(AIM OF THE TASK): This exercise asks for an exact copy of every entry below, with pictures omitted.

(Records from a collection):
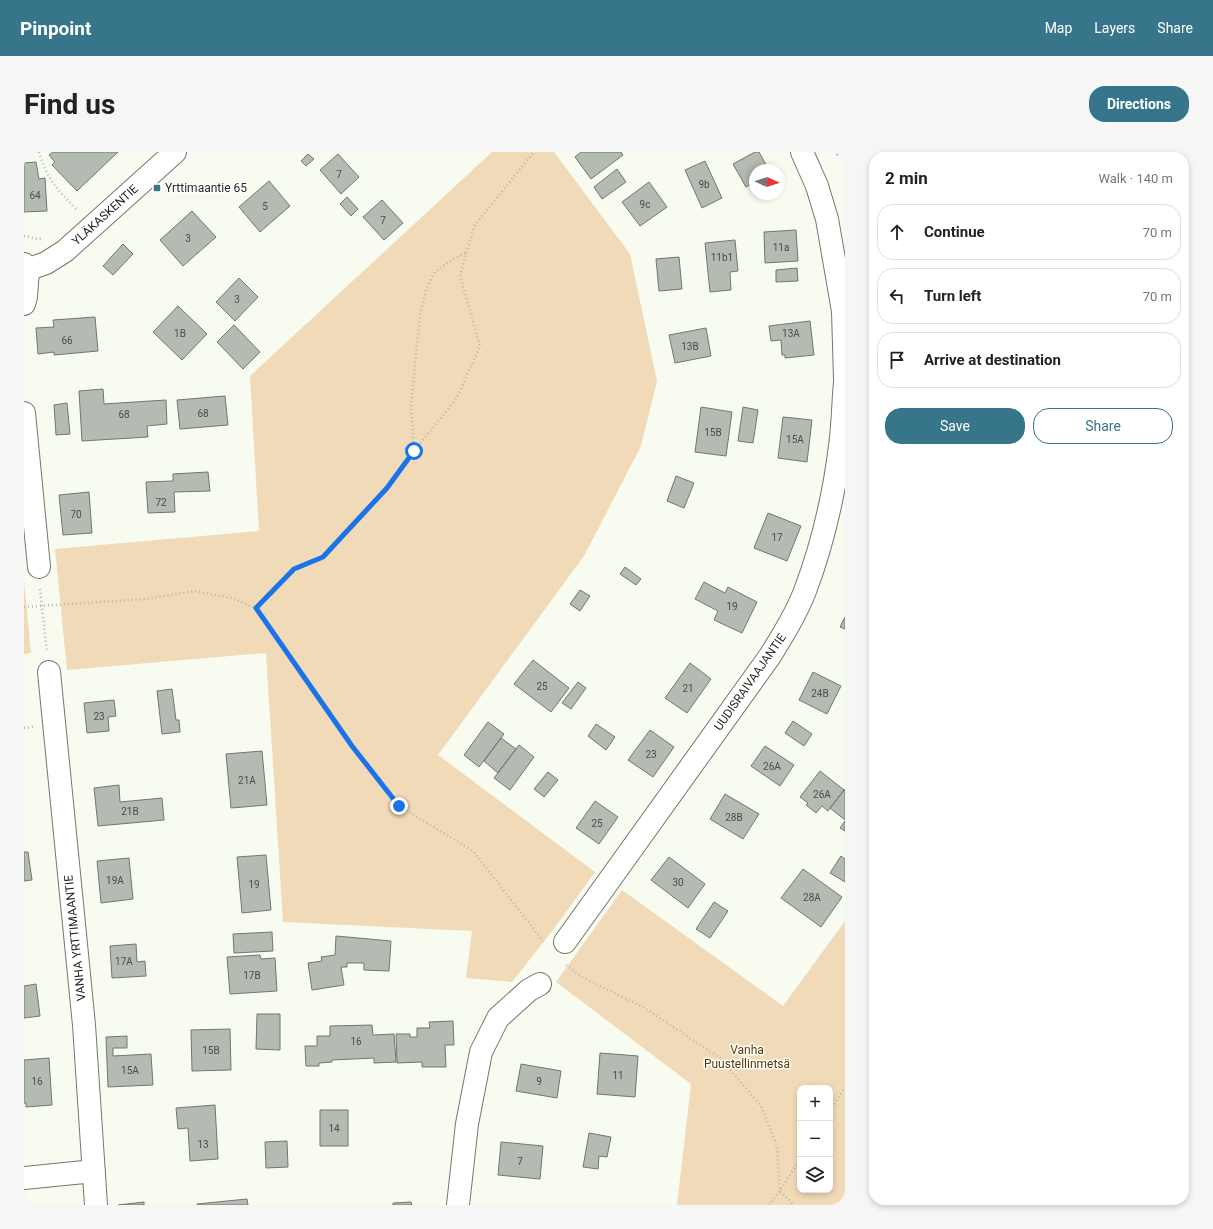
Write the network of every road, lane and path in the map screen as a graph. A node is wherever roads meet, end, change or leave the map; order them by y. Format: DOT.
graph roads {
  1 [pos="39,152"];
  2 [pos="175,152"];
  3 [pos="534,152"];
  4 [pos="802,152"];
  5 [pos="82,215"];
  6 [pos="467,252"];
  7 [pos="26,268"];
  8 [pos="24,304"];
  9 [pos="845,379"];
  10 [pos="845,382"];
  11 [pos="24,413"];
  12 [pos="414,451"];
  13 [pos="26,457"];
  14 [pos="39,566"];
  15 [pos="42,605"];
  16 [pos="24,607"];
  17 [pos="256,608"];
  18 [pos="49,672"];
  19 [pos="557,948"];
  20 [pos="540,984"];
  21 [pos="845,1087"];
  22 [pos="833,1106"];
  23 [pos="797,1164"];
  24 [pos="94,1171"];
  25 [pos="24,1178"];
  26 [pos="780,1191"];
  27 [pos="96,1205"];
  28 [pos="458,1205"];
  29 [pos="769,1205"];
  30 [pos="794,1205"];
  1 -- 5 [label="path"];
  2 -- 7 [label="street, YLÄKASKENTIE"];
  3 -- 6 [label="path"];
  4 -- 9 [label="street"];
  6 -- 12 [label="path"];
  6 -- 12 [label="path"];
  7 -- 8 [label="street"];
  10 -- 19 [label="street, UUDISRAIVAAJANTIE"];
  11 -- 13 [label="street"];
  12 -- 17 [label="path"];
  13 -- 14 [label="street"];
  14 -- 15 [label="path"];
  15 -- 16 [label="path"];
  15 -- 17 [label="path"];
  15 -- 18 [label="path"];
  17 -- 19 [label="path"];
  18 -- 24 [label="street, VANHA YRTTIMAANTIE"];
  19 -- 26 [label="path"];
  20 -- 28 [label="street"];
  21 -- 22 [label="path"];
  23 -- 26 [label="path"];
  24 -- 25 [label="street"];
  24 -- 27 [label="street, VANHA YRTTIMAANTIE"];
  26 -- 29 [label="path"];
  26 -- 30 [label="path"];
}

(RESULT OF THIS TASK):
Write the network of every road, lane and path in the map screen as a graph. A node is wherever roads meet, end, change or leave the map; order them by y. Format: DOT.
graph roads {
  1 [pos="39,152"];
  2 [pos="175,152"];
  3 [pos="534,152"];
  4 [pos="802,152"];
  5 [pos="82,215"];
  6 [pos="467,252"];
  7 [pos="26,268"];
  8 [pos="24,304"];
  9 [pos="845,379"];
  10 [pos="845,382"];
  11 [pos="24,413"];
  12 [pos="414,451"];
  13 [pos="26,457"];
  14 [pos="39,566"];
  15 [pos="42,605"];
  16 [pos="24,607"];
  17 [pos="256,608"];
  18 [pos="49,672"];
  19 [pos="557,948"];
  20 [pos="540,984"];
  21 [pos="845,1087"];
  22 [pos="833,1106"];
  23 [pos="797,1164"];
  24 [pos="94,1171"];
  25 [pos="24,1178"];
  26 [pos="780,1191"];
  27 [pos="96,1205"];
  28 [pos="458,1205"];
  29 [pos="769,1205"];
  30 [pos="794,1205"];
  1 -- 5 [label="path"];
  2 -- 7 [label="street, YLÄKASKENTIE"];
  3 -- 6 [label="path"];
  4 -- 9 [label="street"];
  6 -- 12 [label="path"];
  6 -- 12 [label="path"];
  7 -- 8 [label="street"];
  10 -- 19 [label="street, UUDISRAIVAAJANTIE"];
  11 -- 13 [label="street"];
  12 -- 17 [label="path"];
  13 -- 14 [label="street"];
  14 -- 15 [label="path"];
  15 -- 16 [label="path"];
  15 -- 17 [label="path"];
  15 -- 18 [label="path"];
  17 -- 19 [label="path"];
  18 -- 24 [label="street, VANHA YRTTIMAANTIE"];
  19 -- 26 [label="path"];
  20 -- 28 [label="street"];
  21 -- 22 [label="path"];
  23 -- 26 [label="path"];
  24 -- 25 [label="street"];
  24 -- 27 [label="street, VANHA YRTTIMAANTIE"];
  26 -- 29 [label="path"];
  26 -- 30 [label="path"];
}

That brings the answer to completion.